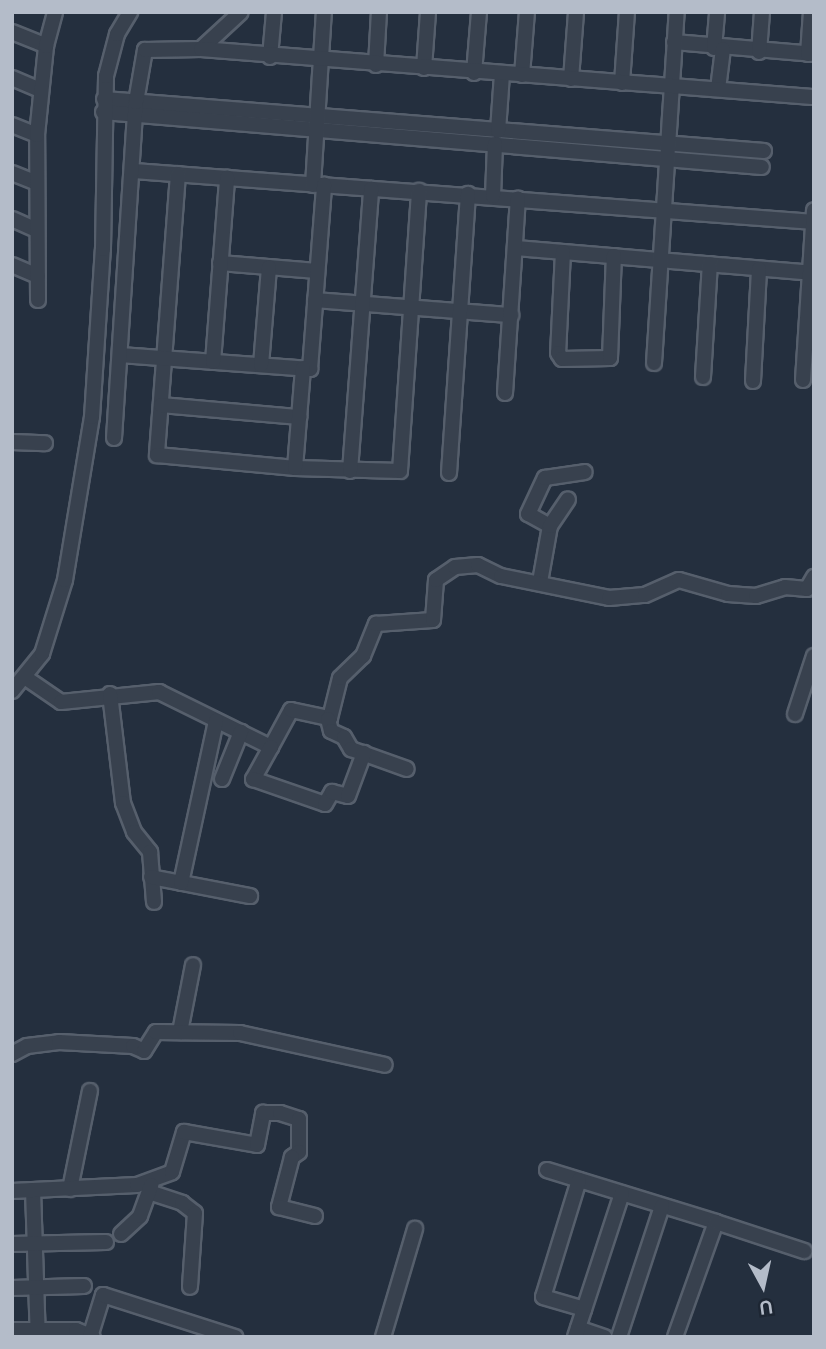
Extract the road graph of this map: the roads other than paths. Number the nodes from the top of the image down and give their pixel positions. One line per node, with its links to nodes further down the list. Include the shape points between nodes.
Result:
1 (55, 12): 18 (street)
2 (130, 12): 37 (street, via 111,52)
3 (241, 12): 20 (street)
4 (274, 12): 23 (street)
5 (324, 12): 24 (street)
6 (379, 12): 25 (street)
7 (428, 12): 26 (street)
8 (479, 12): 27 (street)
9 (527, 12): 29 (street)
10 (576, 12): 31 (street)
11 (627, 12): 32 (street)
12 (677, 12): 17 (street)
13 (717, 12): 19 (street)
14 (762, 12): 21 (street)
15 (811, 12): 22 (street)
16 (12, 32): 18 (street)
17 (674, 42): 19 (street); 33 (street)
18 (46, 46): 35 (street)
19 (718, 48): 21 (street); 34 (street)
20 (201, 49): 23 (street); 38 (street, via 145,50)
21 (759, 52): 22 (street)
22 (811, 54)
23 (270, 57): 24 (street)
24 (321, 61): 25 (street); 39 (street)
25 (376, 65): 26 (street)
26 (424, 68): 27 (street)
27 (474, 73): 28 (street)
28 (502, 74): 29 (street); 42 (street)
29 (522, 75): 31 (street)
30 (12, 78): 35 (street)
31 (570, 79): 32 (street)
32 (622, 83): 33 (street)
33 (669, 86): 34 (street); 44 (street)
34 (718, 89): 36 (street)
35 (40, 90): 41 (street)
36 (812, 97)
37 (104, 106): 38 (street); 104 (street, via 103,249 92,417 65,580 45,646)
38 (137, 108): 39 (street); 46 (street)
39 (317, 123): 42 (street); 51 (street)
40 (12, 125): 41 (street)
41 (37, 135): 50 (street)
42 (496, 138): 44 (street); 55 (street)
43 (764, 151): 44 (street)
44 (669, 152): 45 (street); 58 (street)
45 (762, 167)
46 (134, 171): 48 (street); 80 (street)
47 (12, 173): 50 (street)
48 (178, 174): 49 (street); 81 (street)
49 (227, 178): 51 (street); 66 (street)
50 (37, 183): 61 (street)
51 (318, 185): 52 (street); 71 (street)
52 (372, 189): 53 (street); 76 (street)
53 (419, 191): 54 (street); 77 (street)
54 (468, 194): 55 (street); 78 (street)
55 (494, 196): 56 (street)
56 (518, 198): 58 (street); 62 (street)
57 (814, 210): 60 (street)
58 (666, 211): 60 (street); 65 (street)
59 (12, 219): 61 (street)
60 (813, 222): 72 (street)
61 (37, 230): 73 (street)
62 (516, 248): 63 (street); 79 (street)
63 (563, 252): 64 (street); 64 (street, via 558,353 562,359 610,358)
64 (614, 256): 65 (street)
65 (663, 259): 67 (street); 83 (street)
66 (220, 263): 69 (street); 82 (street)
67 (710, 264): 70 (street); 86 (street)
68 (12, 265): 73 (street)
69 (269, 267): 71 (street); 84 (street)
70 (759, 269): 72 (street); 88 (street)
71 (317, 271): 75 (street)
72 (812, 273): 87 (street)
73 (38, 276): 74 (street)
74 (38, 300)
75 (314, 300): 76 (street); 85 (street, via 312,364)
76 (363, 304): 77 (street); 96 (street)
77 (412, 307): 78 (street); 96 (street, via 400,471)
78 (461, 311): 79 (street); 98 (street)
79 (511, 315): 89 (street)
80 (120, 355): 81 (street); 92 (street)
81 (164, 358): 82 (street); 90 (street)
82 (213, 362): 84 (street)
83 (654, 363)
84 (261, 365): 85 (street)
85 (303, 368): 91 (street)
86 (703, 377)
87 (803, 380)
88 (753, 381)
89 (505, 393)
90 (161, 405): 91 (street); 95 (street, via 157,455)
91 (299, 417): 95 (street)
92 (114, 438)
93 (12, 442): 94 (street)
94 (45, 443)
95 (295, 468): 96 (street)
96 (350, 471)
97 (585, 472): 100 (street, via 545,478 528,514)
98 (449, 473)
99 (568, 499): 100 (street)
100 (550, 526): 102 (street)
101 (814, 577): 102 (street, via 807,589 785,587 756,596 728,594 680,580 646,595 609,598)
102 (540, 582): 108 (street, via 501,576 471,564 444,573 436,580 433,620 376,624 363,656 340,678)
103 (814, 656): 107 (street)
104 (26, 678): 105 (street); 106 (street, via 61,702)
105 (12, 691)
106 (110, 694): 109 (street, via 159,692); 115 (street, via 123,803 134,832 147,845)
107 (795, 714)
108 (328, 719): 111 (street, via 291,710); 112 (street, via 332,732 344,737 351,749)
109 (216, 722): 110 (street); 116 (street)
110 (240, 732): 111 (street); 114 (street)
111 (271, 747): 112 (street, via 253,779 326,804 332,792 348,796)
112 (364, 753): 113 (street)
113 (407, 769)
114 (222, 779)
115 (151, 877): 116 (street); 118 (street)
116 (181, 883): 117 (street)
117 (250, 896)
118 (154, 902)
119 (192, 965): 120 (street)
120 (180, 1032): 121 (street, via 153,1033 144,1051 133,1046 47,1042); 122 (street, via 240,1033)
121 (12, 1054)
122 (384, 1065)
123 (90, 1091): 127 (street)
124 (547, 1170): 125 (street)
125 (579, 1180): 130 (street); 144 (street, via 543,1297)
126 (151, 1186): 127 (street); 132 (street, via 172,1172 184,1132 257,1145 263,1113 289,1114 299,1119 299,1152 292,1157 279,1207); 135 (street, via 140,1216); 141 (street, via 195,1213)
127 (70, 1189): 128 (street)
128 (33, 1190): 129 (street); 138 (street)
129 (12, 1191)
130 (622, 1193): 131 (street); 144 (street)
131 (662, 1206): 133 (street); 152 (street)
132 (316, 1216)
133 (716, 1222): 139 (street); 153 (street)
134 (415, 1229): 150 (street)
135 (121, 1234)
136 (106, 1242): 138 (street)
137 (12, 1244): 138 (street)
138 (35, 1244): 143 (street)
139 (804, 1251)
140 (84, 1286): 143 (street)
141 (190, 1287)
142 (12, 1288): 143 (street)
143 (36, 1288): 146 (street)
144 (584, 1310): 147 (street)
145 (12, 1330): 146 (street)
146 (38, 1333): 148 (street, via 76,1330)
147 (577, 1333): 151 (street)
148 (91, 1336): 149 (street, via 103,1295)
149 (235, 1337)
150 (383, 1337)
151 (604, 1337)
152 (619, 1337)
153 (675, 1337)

What you should do:
Transcribe the whole of the data exactly, minus any pictures.

Written response:
Extract the road graph of this map: the roads other than paths. Number the nodes from the top of the image down and give their pixel positions. One line per node, with its links to nodes further down the list. Include the shape points between nodes.
Result:
1 (55, 12): 18 (street)
2 (130, 12): 37 (street, via 111,52)
3 (241, 12): 20 (street)
4 (274, 12): 23 (street)
5 (324, 12): 24 (street)
6 (379, 12): 25 (street)
7 (428, 12): 26 (street)
8 (479, 12): 27 (street)
9 (527, 12): 29 (street)
10 (576, 12): 31 (street)
11 (627, 12): 32 (street)
12 (677, 12): 17 (street)
13 (717, 12): 19 (street)
14 (762, 12): 21 (street)
15 (811, 12): 22 (street)
16 (12, 32): 18 (street)
17 (674, 42): 19 (street); 33 (street)
18 (46, 46): 35 (street)
19 (718, 48): 21 (street); 34 (street)
20 (201, 49): 23 (street); 38 (street, via 145,50)
21 (759, 52): 22 (street)
22 (811, 54)
23 (270, 57): 24 (street)
24 (321, 61): 25 (street); 39 (street)
25 (376, 65): 26 (street)
26 (424, 68): 27 (street)
27 (474, 73): 28 (street)
28 (502, 74): 29 (street); 42 (street)
29 (522, 75): 31 (street)
30 (12, 78): 35 (street)
31 (570, 79): 32 (street)
32 (622, 83): 33 (street)
33 (669, 86): 34 (street); 44 (street)
34 (718, 89): 36 (street)
35 (40, 90): 41 (street)
36 (812, 97)
37 (104, 106): 38 (street); 104 (street, via 103,249 92,417 65,580 45,646)
38 (137, 108): 39 (street); 46 (street)
39 (317, 123): 42 (street); 51 (street)
40 (12, 125): 41 (street)
41 (37, 135): 50 (street)
42 (496, 138): 44 (street); 55 (street)
43 (764, 151): 44 (street)
44 (669, 152): 45 (street); 58 (street)
45 (762, 167)
46 (134, 171): 48 (street); 80 (street)
47 (12, 173): 50 (street)
48 (178, 174): 49 (street); 81 (street)
49 (227, 178): 51 (street); 66 (street)
50 (37, 183): 61 (street)
51 (318, 185): 52 (street); 71 (street)
52 (372, 189): 53 (street); 76 (street)
53 (419, 191): 54 (street); 77 (street)
54 (468, 194): 55 (street); 78 (street)
55 (494, 196): 56 (street)
56 (518, 198): 58 (street); 62 (street)
57 (814, 210): 60 (street)
58 (666, 211): 60 (street); 65 (street)
59 (12, 219): 61 (street)
60 (813, 222): 72 (street)
61 (37, 230): 73 (street)
62 (516, 248): 63 (street); 79 (street)
63 (563, 252): 64 (street); 64 (street, via 558,353 562,359 610,358)
64 (614, 256): 65 (street)
65 (663, 259): 67 (street); 83 (street)
66 (220, 263): 69 (street); 82 (street)
67 (710, 264): 70 (street); 86 (street)
68 (12, 265): 73 (street)
69 (269, 267): 71 (street); 84 (street)
70 (759, 269): 72 (street); 88 (street)
71 (317, 271): 75 (street)
72 (812, 273): 87 (street)
73 (38, 276): 74 (street)
74 (38, 300)
75 (314, 300): 76 (street); 85 (street, via 312,364)
76 (363, 304): 77 (street); 96 (street)
77 (412, 307): 78 (street); 96 (street, via 400,471)
78 (461, 311): 79 (street); 98 (street)
79 (511, 315): 89 (street)
80 (120, 355): 81 (street); 92 (street)
81 (164, 358): 82 (street); 90 (street)
82 (213, 362): 84 (street)
83 (654, 363)
84 (261, 365): 85 (street)
85 (303, 368): 91 (street)
86 (703, 377)
87 (803, 380)
88 (753, 381)
89 (505, 393)
90 (161, 405): 91 (street); 95 (street, via 157,455)
91 (299, 417): 95 (street)
92 (114, 438)
93 (12, 442): 94 (street)
94 (45, 443)
95 (295, 468): 96 (street)
96 (350, 471)
97 (585, 472): 100 (street, via 545,478 528,514)
98 (449, 473)
99 (568, 499): 100 (street)
100 (550, 526): 102 (street)
101 (814, 577): 102 (street, via 807,589 785,587 756,596 728,594 680,580 646,595 609,598)
102 (540, 582): 108 (street, via 501,576 471,564 444,573 436,580 433,620 376,624 363,656 340,678)
103 (814, 656): 107 (street)
104 (26, 678): 105 (street); 106 (street, via 61,702)
105 (12, 691)
106 (110, 694): 109 (street, via 159,692); 115 (street, via 123,803 134,832 147,845)
107 (795, 714)
108 (328, 719): 111 (street, via 291,710); 112 (street, via 332,732 344,737 351,749)
109 (216, 722): 110 (street); 116 (street)
110 (240, 732): 111 (street); 114 (street)
111 (271, 747): 112 (street, via 253,779 326,804 332,792 348,796)
112 (364, 753): 113 (street)
113 (407, 769)
114 (222, 779)
115 (151, 877): 116 (street); 118 (street)
116 (181, 883): 117 (street)
117 (250, 896)
118 (154, 902)
119 (192, 965): 120 (street)
120 (180, 1032): 121 (street, via 153,1033 144,1051 133,1046 47,1042); 122 (street, via 240,1033)
121 (12, 1054)
122 (384, 1065)
123 (90, 1091): 127 (street)
124 (547, 1170): 125 (street)
125 (579, 1180): 130 (street); 144 (street, via 543,1297)
126 (151, 1186): 127 (street); 132 (street, via 172,1172 184,1132 257,1145 263,1113 289,1114 299,1119 299,1152 292,1157 279,1207); 135 (street, via 140,1216); 141 (street, via 195,1213)
127 (70, 1189): 128 (street)
128 (33, 1190): 129 (street); 138 (street)
129 (12, 1191)
130 (622, 1193): 131 (street); 144 (street)
131 (662, 1206): 133 (street); 152 (street)
132 (316, 1216)
133 (716, 1222): 139 (street); 153 (street)
134 (415, 1229): 150 (street)
135 (121, 1234)
136 (106, 1242): 138 (street)
137 (12, 1244): 138 (street)
138 (35, 1244): 143 (street)
139 (804, 1251)
140 (84, 1286): 143 (street)
141 (190, 1287)
142 (12, 1288): 143 (street)
143 (36, 1288): 146 (street)
144 (584, 1310): 147 (street)
145 (12, 1330): 146 (street)
146 (38, 1333): 148 (street, via 76,1330)
147 (577, 1333): 151 (street)
148 (91, 1336): 149 (street, via 103,1295)
149 (235, 1337)
150 (383, 1337)
151 (604, 1337)
152 (619, 1337)
153 (675, 1337)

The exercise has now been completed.